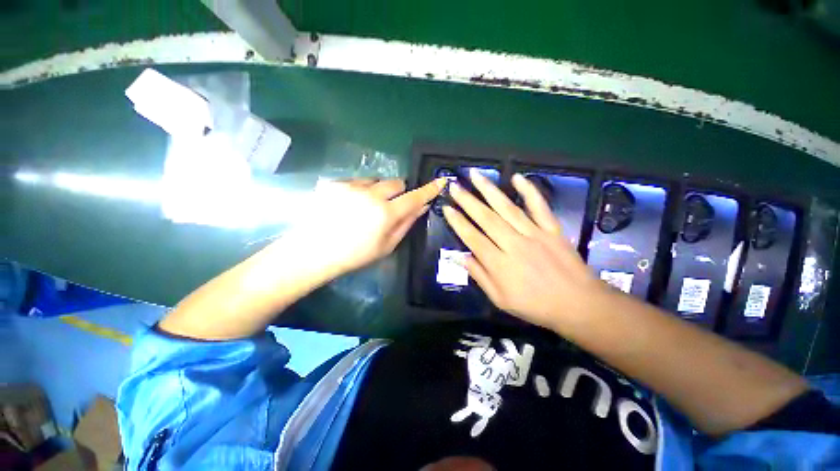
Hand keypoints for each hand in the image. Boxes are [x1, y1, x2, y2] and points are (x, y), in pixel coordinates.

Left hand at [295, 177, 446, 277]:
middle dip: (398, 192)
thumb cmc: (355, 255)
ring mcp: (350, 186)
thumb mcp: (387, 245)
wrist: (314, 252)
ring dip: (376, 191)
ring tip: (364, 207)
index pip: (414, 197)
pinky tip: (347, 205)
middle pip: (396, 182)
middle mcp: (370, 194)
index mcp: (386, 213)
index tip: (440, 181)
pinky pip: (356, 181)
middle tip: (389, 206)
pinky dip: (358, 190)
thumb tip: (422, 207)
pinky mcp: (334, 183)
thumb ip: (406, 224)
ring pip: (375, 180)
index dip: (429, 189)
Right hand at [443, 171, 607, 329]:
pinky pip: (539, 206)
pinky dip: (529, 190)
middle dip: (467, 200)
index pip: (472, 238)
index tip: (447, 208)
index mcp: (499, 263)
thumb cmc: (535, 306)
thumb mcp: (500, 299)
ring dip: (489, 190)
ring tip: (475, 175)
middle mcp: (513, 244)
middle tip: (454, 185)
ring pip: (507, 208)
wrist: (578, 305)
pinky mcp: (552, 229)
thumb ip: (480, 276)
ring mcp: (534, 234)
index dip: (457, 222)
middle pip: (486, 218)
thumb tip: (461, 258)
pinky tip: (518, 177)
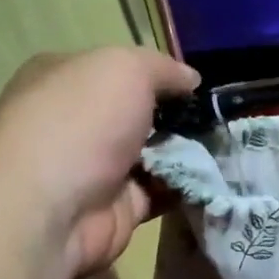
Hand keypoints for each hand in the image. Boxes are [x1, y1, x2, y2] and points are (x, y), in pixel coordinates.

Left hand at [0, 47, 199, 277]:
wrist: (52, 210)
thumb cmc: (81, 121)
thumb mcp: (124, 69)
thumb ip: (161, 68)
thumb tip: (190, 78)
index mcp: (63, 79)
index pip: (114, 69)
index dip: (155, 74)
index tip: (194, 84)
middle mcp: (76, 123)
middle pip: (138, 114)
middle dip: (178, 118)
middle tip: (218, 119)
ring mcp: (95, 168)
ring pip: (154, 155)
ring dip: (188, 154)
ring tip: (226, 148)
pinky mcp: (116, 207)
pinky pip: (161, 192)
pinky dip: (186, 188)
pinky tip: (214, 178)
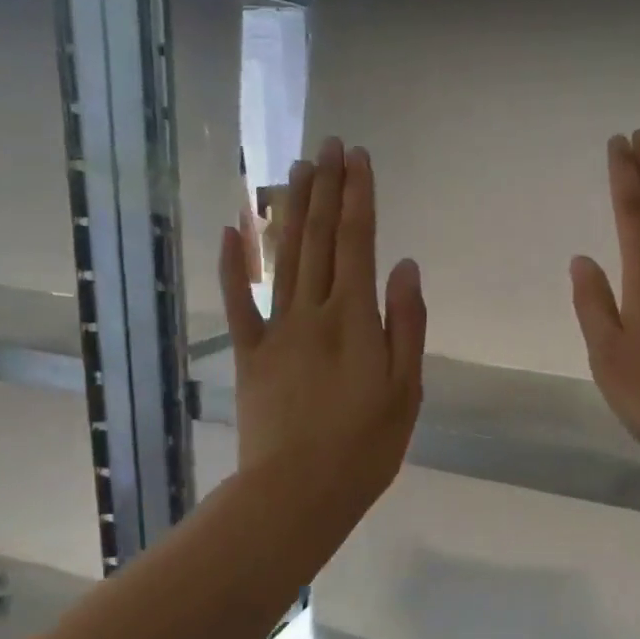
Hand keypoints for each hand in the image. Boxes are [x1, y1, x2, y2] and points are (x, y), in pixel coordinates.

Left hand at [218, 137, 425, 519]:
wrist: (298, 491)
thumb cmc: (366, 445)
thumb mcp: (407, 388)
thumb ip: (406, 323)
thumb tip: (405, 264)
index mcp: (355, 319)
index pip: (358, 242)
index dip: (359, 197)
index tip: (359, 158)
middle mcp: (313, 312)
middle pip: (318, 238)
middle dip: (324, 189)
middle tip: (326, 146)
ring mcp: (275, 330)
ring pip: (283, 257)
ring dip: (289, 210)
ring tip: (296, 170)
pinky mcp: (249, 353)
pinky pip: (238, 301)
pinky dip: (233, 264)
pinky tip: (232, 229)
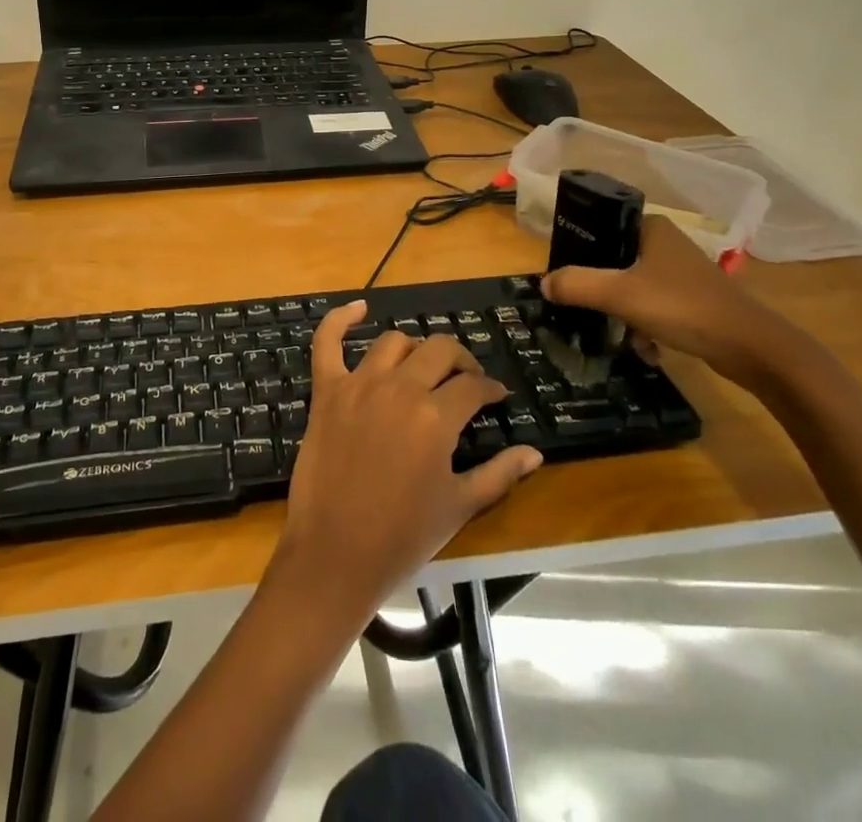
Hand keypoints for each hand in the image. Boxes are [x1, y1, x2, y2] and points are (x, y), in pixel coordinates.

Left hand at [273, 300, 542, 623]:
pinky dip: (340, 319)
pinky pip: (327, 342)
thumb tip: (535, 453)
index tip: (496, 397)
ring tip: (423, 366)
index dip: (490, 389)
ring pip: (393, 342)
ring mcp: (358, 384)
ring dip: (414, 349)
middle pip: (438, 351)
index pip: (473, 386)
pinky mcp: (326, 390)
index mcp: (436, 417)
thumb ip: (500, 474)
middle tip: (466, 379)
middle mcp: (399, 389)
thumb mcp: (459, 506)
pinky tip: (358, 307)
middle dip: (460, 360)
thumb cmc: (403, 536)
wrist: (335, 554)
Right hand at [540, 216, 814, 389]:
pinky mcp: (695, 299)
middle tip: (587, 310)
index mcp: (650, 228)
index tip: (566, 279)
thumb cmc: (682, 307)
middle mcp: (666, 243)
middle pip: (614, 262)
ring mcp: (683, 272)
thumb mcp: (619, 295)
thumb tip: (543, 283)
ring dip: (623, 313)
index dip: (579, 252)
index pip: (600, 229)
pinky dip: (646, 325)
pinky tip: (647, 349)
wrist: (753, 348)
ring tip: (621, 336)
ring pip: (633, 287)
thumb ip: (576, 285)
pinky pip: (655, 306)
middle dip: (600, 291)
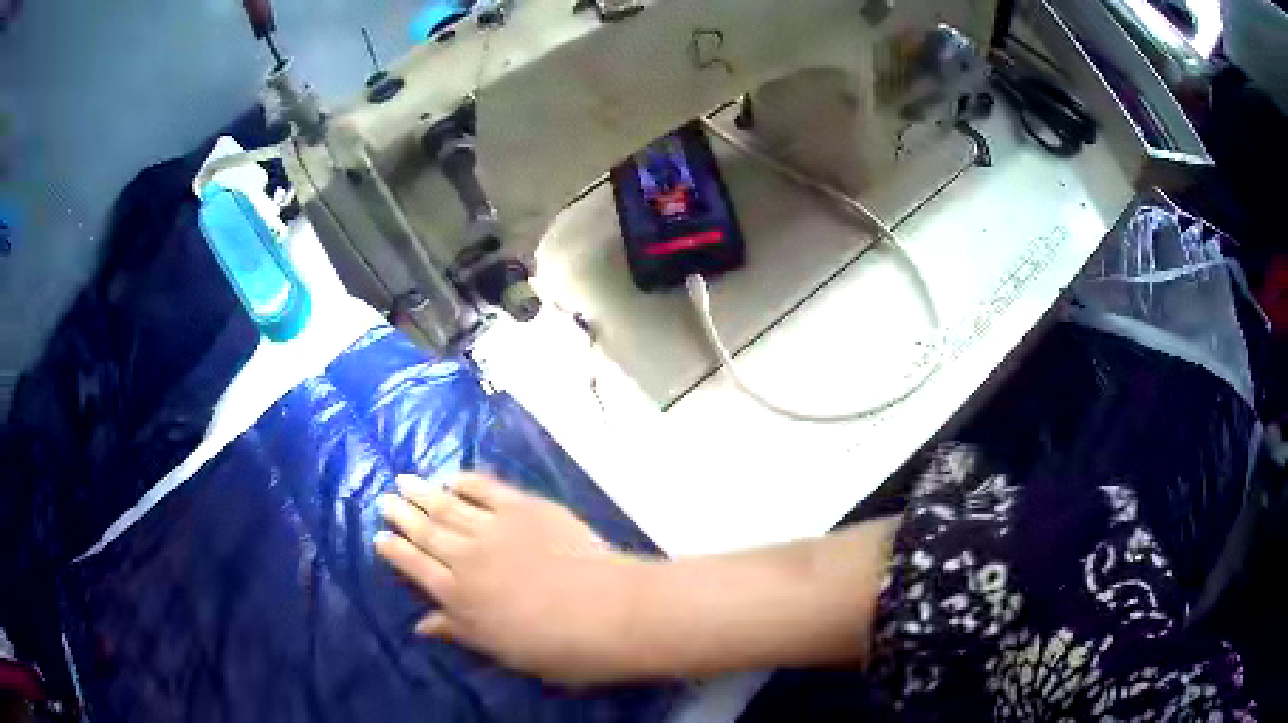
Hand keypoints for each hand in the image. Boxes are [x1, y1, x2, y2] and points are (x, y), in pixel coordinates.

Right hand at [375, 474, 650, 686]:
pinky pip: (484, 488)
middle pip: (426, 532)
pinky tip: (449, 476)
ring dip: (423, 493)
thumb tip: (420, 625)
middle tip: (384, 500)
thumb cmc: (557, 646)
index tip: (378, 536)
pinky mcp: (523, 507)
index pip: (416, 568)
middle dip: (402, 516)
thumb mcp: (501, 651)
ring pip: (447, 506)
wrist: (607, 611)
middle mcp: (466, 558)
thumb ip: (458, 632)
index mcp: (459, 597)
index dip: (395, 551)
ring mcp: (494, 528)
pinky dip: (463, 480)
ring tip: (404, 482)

---

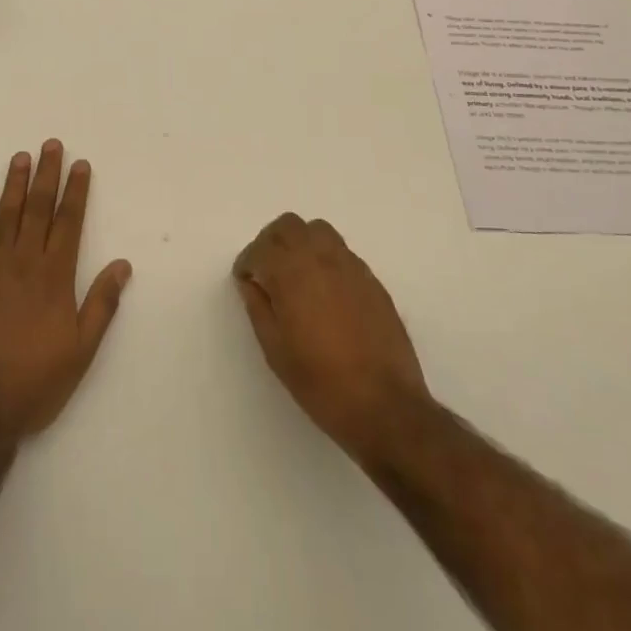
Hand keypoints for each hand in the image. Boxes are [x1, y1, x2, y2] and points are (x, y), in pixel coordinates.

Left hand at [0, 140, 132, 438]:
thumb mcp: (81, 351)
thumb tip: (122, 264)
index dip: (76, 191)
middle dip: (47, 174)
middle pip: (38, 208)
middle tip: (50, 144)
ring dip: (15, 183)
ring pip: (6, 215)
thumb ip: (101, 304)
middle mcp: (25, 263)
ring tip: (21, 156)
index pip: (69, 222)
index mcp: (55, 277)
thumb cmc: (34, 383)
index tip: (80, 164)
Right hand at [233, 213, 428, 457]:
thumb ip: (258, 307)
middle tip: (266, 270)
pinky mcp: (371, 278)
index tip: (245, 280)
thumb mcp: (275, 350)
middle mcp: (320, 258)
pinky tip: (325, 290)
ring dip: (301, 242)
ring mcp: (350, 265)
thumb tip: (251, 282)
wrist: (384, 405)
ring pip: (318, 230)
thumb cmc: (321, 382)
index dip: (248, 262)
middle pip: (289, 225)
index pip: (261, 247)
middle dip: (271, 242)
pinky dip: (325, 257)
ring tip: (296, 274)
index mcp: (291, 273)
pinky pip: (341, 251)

- What is required
How many lines in this listing contain "wrist"? Give that number and stop.

- Task solution
8